=== Begin Enclosure ===

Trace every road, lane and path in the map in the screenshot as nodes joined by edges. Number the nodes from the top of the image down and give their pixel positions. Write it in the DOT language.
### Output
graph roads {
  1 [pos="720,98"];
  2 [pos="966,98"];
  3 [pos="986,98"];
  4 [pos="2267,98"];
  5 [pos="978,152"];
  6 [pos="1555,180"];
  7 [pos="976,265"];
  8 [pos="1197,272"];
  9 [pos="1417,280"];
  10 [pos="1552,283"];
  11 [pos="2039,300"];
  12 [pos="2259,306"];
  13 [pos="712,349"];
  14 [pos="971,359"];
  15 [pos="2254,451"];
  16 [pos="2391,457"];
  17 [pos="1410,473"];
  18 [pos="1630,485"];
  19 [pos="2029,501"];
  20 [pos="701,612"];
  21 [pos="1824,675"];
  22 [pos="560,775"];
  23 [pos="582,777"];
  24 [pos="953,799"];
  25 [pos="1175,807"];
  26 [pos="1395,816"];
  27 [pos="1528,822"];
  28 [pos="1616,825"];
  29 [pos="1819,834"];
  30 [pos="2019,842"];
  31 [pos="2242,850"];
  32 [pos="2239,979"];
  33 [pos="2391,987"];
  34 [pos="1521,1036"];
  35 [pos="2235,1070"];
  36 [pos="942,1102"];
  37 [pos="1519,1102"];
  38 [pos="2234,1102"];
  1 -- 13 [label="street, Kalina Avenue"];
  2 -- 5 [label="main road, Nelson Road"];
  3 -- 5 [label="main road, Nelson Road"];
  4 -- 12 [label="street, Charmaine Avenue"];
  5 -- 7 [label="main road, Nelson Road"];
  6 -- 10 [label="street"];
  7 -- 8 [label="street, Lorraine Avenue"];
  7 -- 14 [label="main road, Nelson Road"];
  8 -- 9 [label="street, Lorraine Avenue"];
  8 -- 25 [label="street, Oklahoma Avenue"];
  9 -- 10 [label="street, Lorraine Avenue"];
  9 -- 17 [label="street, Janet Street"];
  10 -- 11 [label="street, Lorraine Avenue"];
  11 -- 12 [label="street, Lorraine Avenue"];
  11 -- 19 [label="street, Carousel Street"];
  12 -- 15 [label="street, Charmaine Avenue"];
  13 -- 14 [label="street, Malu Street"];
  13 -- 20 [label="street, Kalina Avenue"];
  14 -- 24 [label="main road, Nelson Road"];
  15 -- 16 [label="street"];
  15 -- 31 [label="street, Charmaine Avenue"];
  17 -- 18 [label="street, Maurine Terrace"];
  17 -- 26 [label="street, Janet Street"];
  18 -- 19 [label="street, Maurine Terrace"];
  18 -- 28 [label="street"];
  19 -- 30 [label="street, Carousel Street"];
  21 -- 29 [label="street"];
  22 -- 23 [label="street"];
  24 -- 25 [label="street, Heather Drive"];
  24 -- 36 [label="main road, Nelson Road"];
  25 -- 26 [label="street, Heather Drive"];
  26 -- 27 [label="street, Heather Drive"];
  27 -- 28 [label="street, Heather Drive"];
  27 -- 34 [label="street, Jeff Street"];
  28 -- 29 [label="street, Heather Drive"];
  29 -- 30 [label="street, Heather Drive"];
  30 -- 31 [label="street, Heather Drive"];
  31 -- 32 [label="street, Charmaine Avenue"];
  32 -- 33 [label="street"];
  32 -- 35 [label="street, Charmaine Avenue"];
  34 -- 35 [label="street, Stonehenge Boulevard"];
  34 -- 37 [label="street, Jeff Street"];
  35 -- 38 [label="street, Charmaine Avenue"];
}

=== End Enclosure ===

WHAT YOU SHOULD DO>
Once more and in full, please write out the listing above exactly.

RESPONSE FOR THIS EXERCISE>
Trace every road, lane and path in the map in the screenshot as nodes joined by edges. Number the nodes from the top of the image down and give their pixel positions. Write it in the DOT language.
### Output
graph roads {
  1 [pos="720,98"];
  2 [pos="966,98"];
  3 [pos="986,98"];
  4 [pos="2267,98"];
  5 [pos="978,152"];
  6 [pos="1555,180"];
  7 [pos="976,265"];
  8 [pos="1197,272"];
  9 [pos="1417,280"];
  10 [pos="1552,283"];
  11 [pos="2039,300"];
  12 [pos="2259,306"];
  13 [pos="712,349"];
  14 [pos="971,359"];
  15 [pos="2254,451"];
  16 [pos="2391,457"];
  17 [pos="1410,473"];
  18 [pos="1630,485"];
  19 [pos="2029,501"];
  20 [pos="701,612"];
  21 [pos="1824,675"];
  22 [pos="560,775"];
  23 [pos="582,777"];
  24 [pos="953,799"];
  25 [pos="1175,807"];
  26 [pos="1395,816"];
  27 [pos="1528,822"];
  28 [pos="1616,825"];
  29 [pos="1819,834"];
  30 [pos="2019,842"];
  31 [pos="2242,850"];
  32 [pos="2239,979"];
  33 [pos="2391,987"];
  34 [pos="1521,1036"];
  35 [pos="2235,1070"];
  36 [pos="942,1102"];
  37 [pos="1519,1102"];
  38 [pos="2234,1102"];
  1 -- 13 [label="street, Kalina Avenue"];
  2 -- 5 [label="main road, Nelson Road"];
  3 -- 5 [label="main road, Nelson Road"];
  4 -- 12 [label="street, Charmaine Avenue"];
  5 -- 7 [label="main road, Nelson Road"];
  6 -- 10 [label="street"];
  7 -- 8 [label="street, Lorraine Avenue"];
  7 -- 14 [label="main road, Nelson Road"];
  8 -- 9 [label="street, Lorraine Avenue"];
  8 -- 25 [label="street, Oklahoma Avenue"];
  9 -- 10 [label="street, Lorraine Avenue"];
  9 -- 17 [label="street, Janet Street"];
  10 -- 11 [label="street, Lorraine Avenue"];
  11 -- 12 [label="street, Lorraine Avenue"];
  11 -- 19 [label="street, Carousel Street"];
  12 -- 15 [label="street, Charmaine Avenue"];
  13 -- 14 [label="street, Malu Street"];
  13 -- 20 [label="street, Kalina Avenue"];
  14 -- 24 [label="main road, Nelson Road"];
  15 -- 16 [label="street"];
  15 -- 31 [label="street, Charmaine Avenue"];
  17 -- 18 [label="street, Maurine Terrace"];
  17 -- 26 [label="street, Janet Street"];
  18 -- 19 [label="street, Maurine Terrace"];
  18 -- 28 [label="street"];
  19 -- 30 [label="street, Carousel Street"];
  21 -- 29 [label="street"];
  22 -- 23 [label="street"];
  24 -- 25 [label="street, Heather Drive"];
  24 -- 36 [label="main road, Nelson Road"];
  25 -- 26 [label="street, Heather Drive"];
  26 -- 27 [label="street, Heather Drive"];
  27 -- 28 [label="street, Heather Drive"];
  27 -- 34 [label="street, Jeff Street"];
  28 -- 29 [label="street, Heather Drive"];
  29 -- 30 [label="street, Heather Drive"];
  30 -- 31 [label="street, Heather Drive"];
  31 -- 32 [label="street, Charmaine Avenue"];
  32 -- 33 [label="street"];
  32 -- 35 [label="street, Charmaine Avenue"];
  34 -- 35 [label="street, Stonehenge Boulevard"];
  34 -- 37 [label="street, Jeff Street"];
  35 -- 38 [label="street, Charmaine Avenue"];
}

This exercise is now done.